4. The service recommendation method based on depth matrix decomposition and knowledge graph as claimed in claim 3, wherein: s2-2 obtains a service item entity vector e according to the government knowledge map entity description text _d The process of (2) is as follows:

based on the constructed government service knowledge graph G, defining an entity description text aiming at the service event entity, wherein the entity description text comprises an entity name, an entity association relationship name and a tail entity name;

the weight of the ith position of the entity description text to a given relationship r is defined as α _i (r) as shown in the following formula;

wherein, among them,is a relation vector obtained by expression learning, +.>Is the output of the i-th position, W _a And U _a Is a parameter matrix,/->Is a parameter vector; e, e _i (r) is z _i Closing deviceThe correlation of r, n represents the length of the entity description text;

service item entity vector e _d The definition is shown in the following formula;

x ₁ ，x _n representing the positions of the entity description text of length 1 and n, respectively.
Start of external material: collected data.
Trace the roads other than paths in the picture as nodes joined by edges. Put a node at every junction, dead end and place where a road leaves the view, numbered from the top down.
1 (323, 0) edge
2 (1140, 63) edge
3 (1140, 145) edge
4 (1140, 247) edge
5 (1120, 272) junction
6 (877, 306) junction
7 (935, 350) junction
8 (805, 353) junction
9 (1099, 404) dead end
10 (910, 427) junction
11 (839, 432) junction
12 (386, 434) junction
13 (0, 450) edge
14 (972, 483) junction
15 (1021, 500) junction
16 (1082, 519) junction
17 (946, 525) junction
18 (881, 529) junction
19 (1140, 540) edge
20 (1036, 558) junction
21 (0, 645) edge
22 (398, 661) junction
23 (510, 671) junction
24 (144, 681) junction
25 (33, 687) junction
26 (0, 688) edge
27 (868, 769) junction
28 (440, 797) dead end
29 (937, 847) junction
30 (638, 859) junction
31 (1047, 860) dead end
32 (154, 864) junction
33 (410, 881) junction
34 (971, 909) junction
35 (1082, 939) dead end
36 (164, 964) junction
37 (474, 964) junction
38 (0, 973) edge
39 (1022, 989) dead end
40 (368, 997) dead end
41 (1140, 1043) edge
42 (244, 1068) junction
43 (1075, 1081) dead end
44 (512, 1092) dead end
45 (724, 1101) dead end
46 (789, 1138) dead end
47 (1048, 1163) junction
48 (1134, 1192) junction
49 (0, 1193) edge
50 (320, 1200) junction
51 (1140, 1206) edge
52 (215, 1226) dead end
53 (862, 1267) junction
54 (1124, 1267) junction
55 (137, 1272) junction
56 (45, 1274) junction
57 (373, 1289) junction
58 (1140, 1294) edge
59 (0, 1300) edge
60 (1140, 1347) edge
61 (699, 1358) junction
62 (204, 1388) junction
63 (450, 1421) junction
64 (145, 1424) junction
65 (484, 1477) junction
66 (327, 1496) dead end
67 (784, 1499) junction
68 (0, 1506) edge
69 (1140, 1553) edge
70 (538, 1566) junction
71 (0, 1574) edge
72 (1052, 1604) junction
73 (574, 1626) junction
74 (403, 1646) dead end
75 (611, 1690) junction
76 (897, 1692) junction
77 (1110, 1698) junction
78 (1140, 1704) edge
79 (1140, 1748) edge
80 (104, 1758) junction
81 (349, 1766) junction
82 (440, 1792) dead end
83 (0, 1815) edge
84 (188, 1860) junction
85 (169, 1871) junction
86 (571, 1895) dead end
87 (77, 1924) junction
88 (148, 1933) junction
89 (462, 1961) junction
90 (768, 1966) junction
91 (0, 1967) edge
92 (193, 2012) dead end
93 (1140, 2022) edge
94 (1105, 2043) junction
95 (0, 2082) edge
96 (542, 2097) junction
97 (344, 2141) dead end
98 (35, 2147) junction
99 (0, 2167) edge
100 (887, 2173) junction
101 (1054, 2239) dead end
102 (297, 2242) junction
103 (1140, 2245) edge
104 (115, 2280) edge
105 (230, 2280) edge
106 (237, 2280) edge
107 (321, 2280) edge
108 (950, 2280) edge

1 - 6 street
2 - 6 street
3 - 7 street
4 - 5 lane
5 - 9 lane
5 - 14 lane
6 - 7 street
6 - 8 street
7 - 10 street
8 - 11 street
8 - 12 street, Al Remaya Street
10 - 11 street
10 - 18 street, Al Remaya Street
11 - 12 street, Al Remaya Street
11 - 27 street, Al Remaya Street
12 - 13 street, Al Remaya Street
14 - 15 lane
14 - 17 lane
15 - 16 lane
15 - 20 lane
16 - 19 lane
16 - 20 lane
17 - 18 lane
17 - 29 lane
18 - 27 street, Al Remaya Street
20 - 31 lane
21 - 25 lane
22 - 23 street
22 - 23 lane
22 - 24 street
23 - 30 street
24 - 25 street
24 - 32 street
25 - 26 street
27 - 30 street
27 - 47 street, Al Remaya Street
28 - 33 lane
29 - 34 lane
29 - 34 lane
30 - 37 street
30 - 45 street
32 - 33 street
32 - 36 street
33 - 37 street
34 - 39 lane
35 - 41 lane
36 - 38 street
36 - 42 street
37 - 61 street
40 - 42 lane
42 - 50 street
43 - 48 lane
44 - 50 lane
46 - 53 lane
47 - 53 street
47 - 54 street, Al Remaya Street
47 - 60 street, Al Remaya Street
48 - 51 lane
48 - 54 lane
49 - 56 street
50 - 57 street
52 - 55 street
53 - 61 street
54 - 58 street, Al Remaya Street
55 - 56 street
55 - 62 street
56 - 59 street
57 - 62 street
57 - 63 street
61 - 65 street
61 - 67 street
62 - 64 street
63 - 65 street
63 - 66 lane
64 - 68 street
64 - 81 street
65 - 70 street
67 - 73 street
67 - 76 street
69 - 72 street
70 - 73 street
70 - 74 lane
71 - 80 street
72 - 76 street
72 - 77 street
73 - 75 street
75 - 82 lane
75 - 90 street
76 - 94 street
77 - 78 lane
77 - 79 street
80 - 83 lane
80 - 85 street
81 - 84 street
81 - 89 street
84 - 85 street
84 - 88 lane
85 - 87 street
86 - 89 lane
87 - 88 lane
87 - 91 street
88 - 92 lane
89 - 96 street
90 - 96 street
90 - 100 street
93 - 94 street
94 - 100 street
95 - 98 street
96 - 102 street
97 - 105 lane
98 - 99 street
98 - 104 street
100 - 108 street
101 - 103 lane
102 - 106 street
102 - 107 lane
5. The service recommendation method based on depth matrix decomposition and knowledge graph as claimed in claim 4, wherein: the S2-3 is based on the service item entity vector e _s And service item entity vector e _d The process of obtaining the final service event vector e is as follows:

e is controlled by a gating mechanism _s And e _d Fusing to obtain e, wherein the definition is shown in the following formula;

e＝β⊙e _s +(1-β)⊙e _d (12)

wherein β ε [0,1] represents the gate that balances two types of representation weights.

6. The service recommendation method based on depth matrix decomposition and knowledge graph as claimed in claim 5, wherein: the objective function L is:

v _j ＝β⊙e _sj +(1-β)⊙e _dj (15)

wherein u is _i Is a vector representation of user i, v _j 、v _j′ Vector table of government service event entities j and j' respectivelyShown, z represents a regularization term;

wherein f (h, r, t, d) _h ，d _t ) Scoring function, g, representing knowledge representation learning portion _h 、g _t The gating sizes of the head entity and the tail entity, h respectively _s 、t _s Vector of entity context information h and t, respectively, h _d 、t _d Vectors of textual knowledge are described for the entities of h and t.